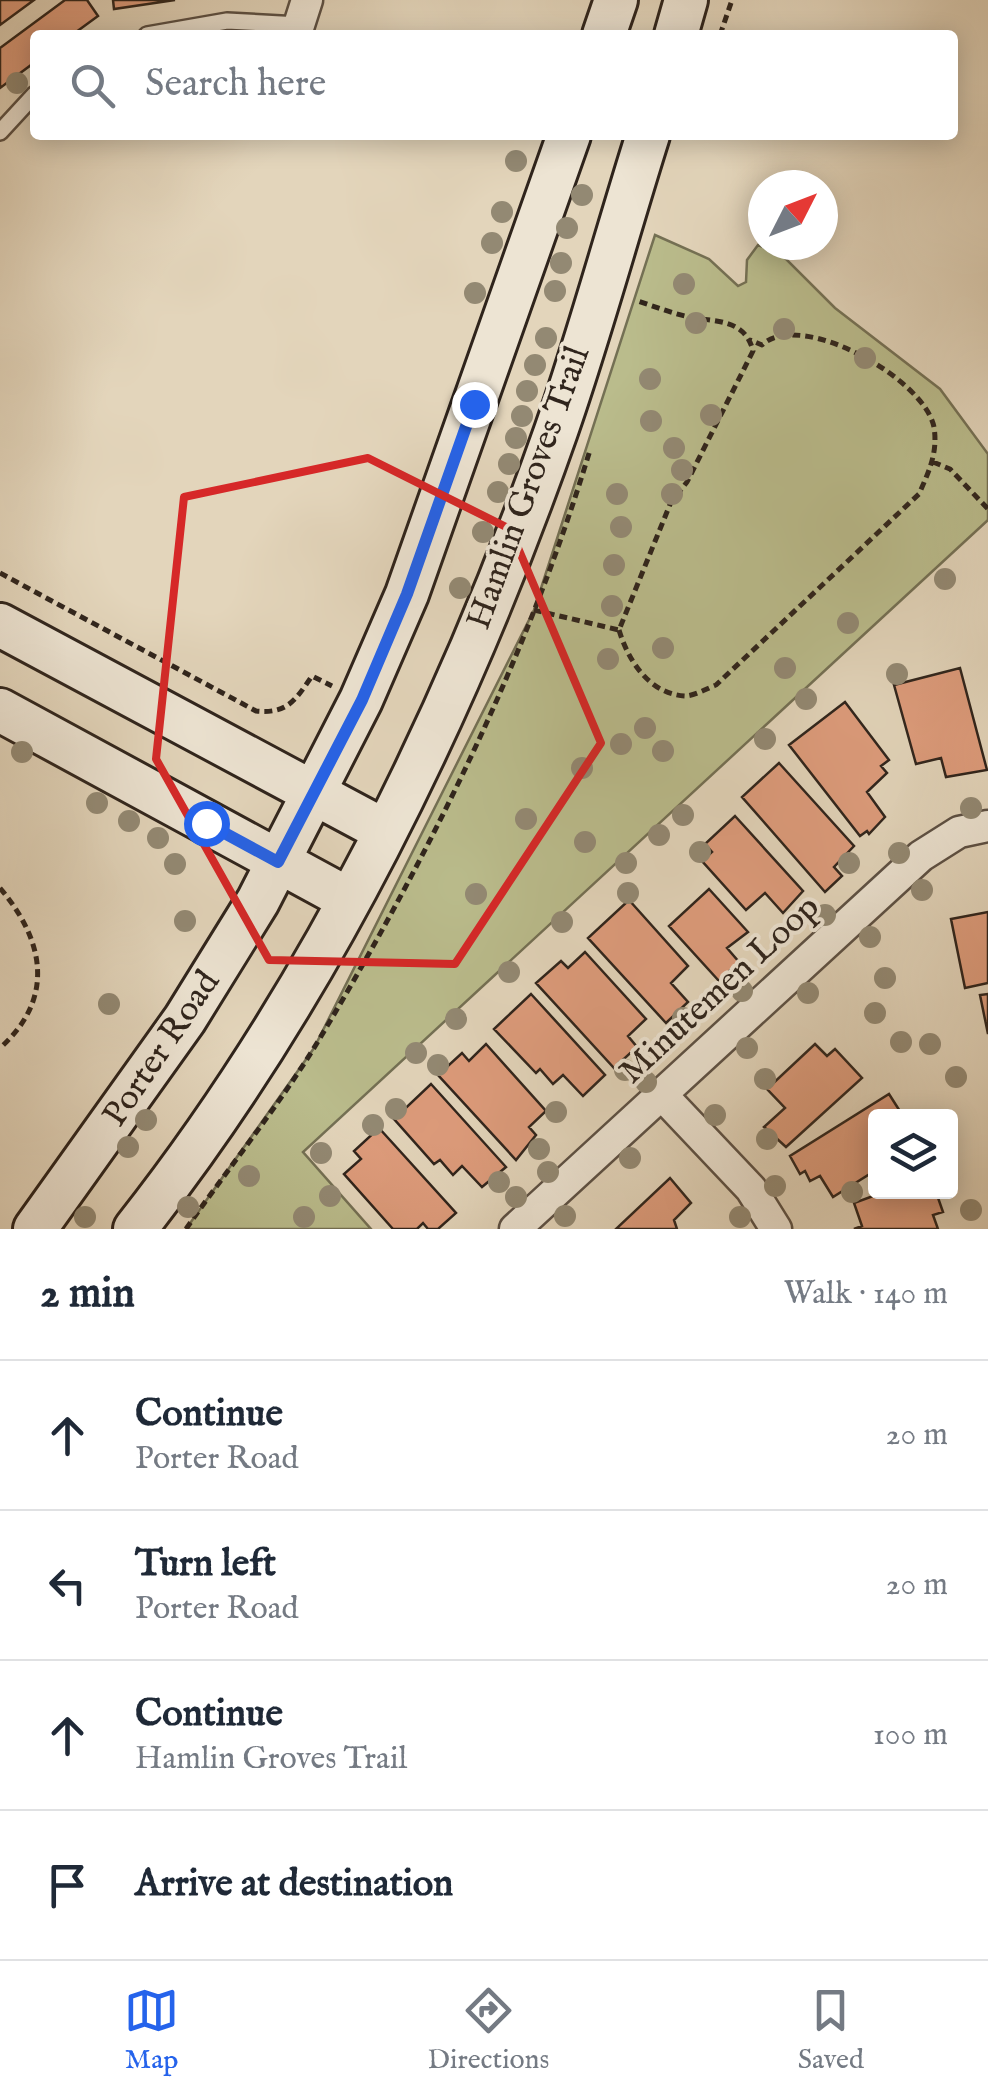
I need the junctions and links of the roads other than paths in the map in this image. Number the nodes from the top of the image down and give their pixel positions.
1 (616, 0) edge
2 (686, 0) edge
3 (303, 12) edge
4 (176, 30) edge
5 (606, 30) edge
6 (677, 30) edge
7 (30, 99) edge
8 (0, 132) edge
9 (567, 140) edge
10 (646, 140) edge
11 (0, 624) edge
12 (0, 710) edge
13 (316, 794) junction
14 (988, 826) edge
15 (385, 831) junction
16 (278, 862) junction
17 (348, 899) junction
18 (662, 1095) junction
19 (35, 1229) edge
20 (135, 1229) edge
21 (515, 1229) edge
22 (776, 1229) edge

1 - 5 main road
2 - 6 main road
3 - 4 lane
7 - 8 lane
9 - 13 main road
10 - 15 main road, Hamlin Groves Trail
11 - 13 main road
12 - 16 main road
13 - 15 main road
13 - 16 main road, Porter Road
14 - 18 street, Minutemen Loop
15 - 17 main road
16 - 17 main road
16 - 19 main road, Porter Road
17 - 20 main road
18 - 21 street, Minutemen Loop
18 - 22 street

==

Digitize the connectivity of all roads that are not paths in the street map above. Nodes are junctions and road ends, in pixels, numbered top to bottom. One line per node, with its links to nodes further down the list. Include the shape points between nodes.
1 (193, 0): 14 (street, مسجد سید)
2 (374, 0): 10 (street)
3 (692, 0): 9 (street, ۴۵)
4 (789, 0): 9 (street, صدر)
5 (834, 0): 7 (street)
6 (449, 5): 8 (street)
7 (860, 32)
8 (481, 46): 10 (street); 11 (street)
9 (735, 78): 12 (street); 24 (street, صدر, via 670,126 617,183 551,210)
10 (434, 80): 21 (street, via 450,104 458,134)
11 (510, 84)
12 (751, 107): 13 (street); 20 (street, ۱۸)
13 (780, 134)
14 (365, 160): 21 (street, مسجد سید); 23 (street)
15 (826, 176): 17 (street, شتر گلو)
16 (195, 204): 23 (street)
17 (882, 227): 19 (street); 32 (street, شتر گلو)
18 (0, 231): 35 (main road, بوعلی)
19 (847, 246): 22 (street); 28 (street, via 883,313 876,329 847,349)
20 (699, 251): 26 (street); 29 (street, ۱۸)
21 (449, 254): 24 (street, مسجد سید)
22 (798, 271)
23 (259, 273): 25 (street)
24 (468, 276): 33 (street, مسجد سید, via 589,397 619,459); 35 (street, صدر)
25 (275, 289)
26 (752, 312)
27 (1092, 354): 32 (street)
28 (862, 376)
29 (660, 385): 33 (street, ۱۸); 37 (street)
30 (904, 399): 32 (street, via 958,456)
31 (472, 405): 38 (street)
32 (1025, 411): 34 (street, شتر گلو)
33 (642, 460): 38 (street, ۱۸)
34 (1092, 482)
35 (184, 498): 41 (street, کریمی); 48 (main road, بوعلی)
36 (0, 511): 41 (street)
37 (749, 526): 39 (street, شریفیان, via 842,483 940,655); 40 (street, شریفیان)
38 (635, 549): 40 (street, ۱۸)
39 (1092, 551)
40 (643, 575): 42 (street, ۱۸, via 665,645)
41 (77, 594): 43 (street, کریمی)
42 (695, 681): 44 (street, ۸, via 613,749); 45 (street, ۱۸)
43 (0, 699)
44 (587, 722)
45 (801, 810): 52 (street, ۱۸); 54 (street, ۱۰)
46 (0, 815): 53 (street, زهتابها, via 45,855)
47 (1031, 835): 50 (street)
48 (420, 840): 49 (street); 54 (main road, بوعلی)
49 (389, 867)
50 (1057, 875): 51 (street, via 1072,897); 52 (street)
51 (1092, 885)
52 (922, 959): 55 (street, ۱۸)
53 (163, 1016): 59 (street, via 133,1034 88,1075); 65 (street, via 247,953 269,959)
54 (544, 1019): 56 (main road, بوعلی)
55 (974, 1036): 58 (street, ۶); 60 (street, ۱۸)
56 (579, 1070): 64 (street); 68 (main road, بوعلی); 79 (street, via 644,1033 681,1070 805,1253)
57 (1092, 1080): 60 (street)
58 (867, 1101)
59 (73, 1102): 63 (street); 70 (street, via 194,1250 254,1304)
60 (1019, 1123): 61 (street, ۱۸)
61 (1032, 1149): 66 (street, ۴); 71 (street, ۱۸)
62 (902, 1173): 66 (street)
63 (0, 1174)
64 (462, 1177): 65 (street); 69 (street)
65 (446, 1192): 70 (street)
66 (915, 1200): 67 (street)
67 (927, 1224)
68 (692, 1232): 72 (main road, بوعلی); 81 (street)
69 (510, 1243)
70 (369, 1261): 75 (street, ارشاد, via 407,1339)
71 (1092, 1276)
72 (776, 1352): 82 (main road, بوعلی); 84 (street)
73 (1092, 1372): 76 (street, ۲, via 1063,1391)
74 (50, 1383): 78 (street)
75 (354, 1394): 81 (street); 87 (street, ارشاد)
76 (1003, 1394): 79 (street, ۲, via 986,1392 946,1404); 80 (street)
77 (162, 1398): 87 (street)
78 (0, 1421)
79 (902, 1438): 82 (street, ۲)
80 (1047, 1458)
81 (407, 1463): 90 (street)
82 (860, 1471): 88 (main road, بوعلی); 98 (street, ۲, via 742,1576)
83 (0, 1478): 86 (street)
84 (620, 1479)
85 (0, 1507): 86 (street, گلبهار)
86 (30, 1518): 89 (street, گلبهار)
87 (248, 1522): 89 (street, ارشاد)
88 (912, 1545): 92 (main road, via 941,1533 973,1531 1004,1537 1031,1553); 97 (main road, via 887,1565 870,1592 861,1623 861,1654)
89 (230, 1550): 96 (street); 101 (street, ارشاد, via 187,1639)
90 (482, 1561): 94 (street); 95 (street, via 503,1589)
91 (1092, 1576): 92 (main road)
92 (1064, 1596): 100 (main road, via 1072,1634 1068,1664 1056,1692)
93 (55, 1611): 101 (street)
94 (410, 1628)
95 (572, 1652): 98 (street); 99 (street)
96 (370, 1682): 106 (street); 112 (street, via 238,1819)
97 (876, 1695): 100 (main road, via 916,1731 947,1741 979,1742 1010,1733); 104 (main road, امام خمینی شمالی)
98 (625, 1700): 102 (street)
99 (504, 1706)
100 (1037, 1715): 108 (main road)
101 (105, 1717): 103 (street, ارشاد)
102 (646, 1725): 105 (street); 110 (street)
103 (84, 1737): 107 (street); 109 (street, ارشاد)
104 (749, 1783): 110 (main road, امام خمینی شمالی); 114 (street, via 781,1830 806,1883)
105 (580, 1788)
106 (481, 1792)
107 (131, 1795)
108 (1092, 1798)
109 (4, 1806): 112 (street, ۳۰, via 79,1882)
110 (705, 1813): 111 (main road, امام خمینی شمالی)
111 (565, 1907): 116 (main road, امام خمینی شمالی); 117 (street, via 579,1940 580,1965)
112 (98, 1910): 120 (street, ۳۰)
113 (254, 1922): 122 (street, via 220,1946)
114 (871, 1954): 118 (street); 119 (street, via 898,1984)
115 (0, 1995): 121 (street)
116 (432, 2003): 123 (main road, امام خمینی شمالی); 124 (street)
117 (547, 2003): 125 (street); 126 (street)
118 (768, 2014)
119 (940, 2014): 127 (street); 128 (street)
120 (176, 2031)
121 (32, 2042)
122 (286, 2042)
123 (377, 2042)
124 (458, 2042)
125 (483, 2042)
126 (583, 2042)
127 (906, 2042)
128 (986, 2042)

* * *

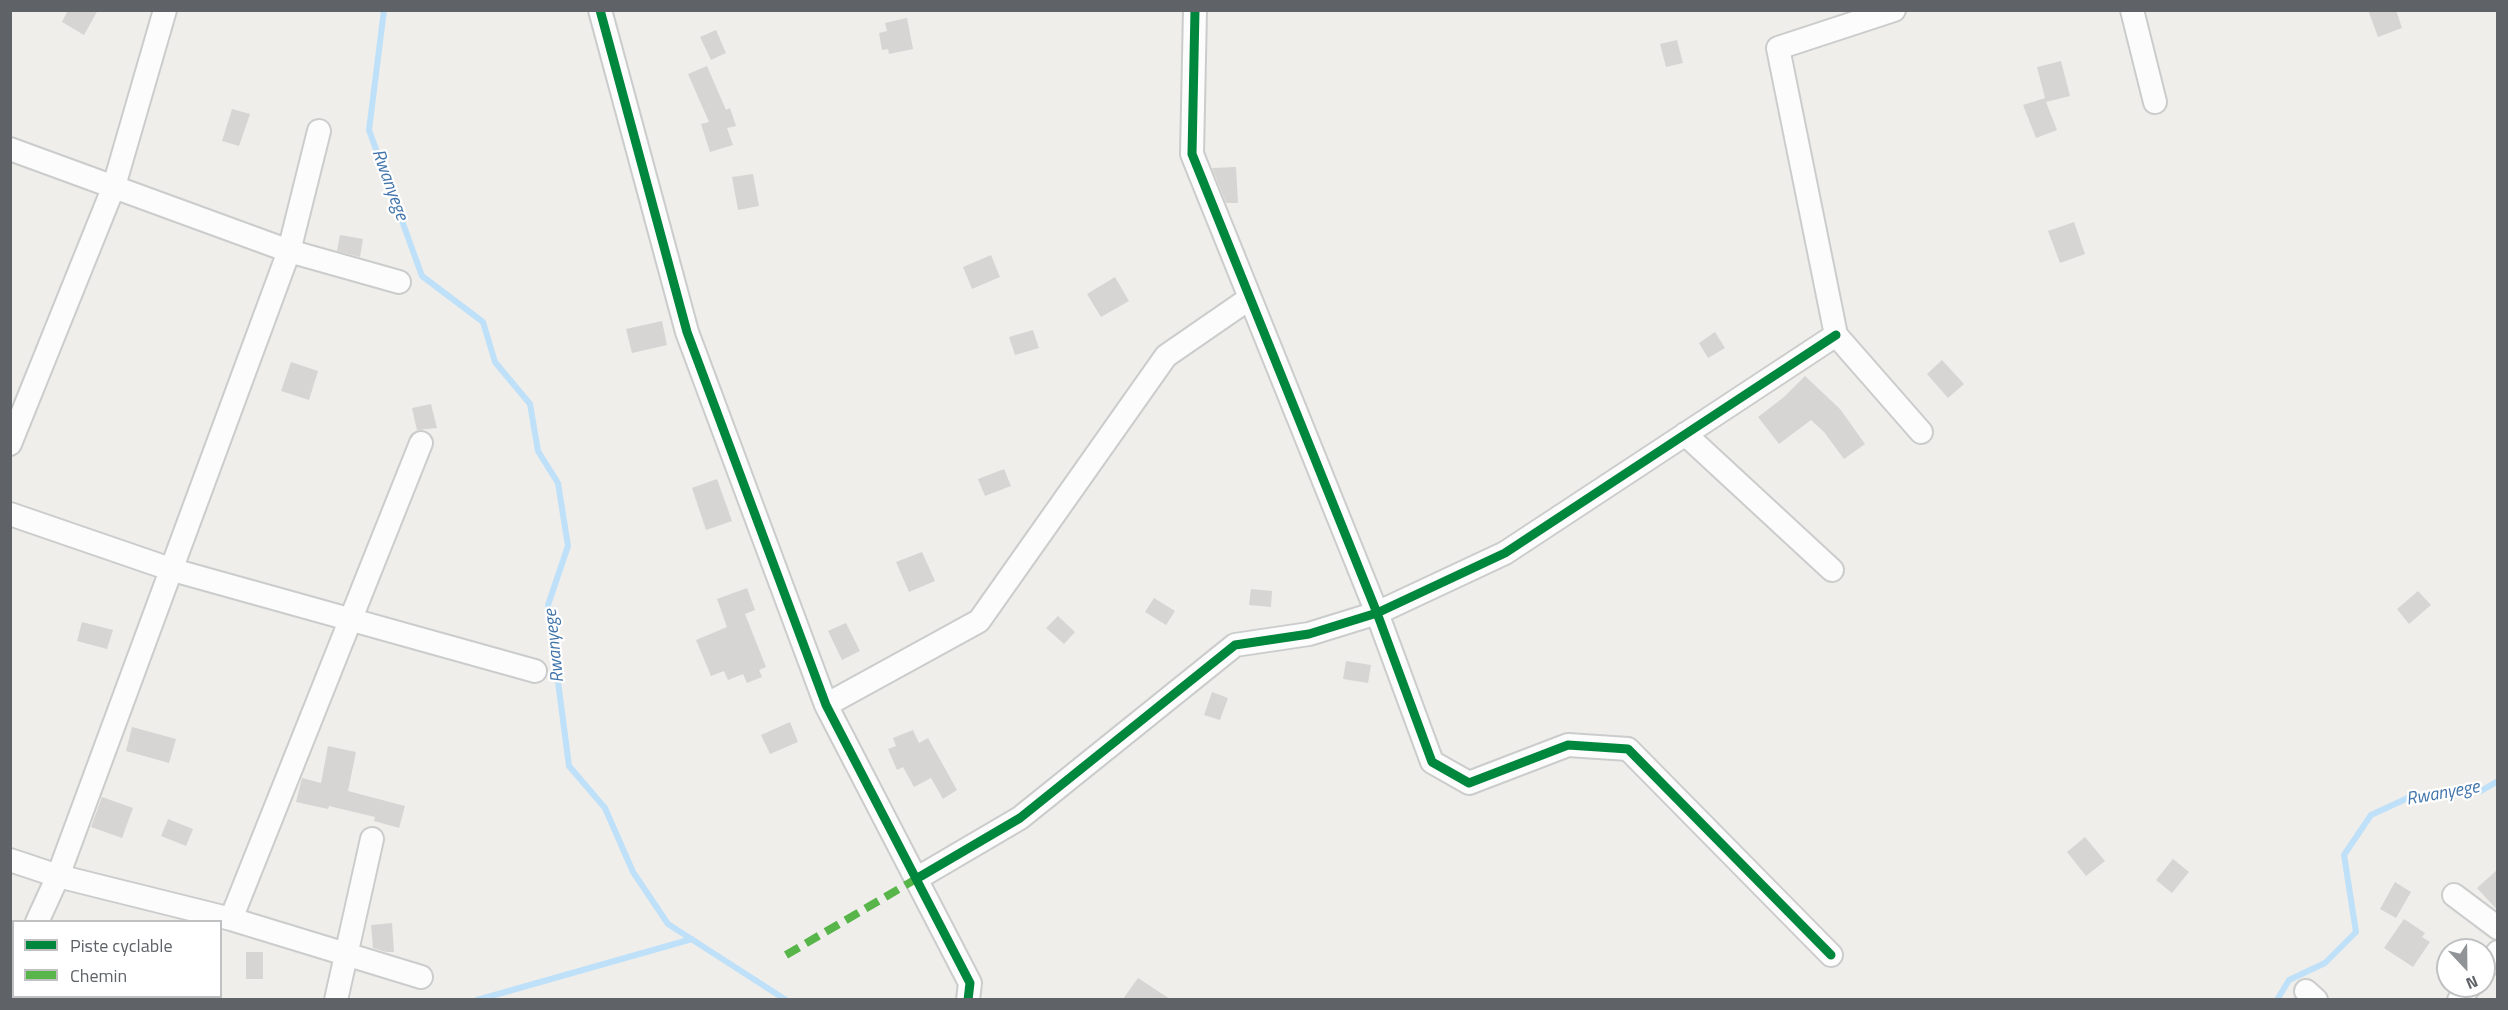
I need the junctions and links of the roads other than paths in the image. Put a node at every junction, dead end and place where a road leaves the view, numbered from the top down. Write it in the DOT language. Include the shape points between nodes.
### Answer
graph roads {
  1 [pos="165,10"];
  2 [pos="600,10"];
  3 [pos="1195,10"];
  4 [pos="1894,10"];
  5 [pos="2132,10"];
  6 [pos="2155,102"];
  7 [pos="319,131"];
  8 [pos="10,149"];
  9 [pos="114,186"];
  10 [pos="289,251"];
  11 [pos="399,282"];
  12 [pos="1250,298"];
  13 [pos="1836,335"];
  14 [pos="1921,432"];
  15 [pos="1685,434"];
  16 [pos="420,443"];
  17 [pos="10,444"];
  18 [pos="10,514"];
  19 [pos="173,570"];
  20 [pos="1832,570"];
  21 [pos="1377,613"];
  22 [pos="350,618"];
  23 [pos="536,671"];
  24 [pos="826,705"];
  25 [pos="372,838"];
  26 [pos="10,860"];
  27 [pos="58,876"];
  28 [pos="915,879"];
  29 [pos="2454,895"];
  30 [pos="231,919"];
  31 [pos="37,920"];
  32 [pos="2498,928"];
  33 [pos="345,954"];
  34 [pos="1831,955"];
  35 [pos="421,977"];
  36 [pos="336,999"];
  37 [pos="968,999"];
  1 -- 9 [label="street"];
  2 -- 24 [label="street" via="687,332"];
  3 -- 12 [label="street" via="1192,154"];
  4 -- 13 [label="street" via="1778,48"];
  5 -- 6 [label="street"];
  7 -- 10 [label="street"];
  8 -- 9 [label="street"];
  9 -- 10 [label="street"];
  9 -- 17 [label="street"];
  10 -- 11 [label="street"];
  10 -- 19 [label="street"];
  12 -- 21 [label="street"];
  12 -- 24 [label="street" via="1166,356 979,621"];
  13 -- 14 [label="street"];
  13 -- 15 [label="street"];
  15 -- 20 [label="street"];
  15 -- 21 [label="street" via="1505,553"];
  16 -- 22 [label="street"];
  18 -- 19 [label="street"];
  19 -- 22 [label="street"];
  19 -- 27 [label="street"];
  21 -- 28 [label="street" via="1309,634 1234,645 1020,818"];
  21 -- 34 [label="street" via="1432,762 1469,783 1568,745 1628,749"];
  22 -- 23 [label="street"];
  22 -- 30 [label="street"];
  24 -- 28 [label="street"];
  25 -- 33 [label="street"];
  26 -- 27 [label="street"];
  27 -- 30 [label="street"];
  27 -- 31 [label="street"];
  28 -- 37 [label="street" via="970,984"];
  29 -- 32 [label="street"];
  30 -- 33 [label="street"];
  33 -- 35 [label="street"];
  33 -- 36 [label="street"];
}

| EXERCISE DETAILS |
Scan the listing above, and wherever a line holds the string "Porter", copy that line.

| ANSWER TO THIS PROBLEM |
13 - 16 main road, Porter Road
16 - 19 main road, Porter Road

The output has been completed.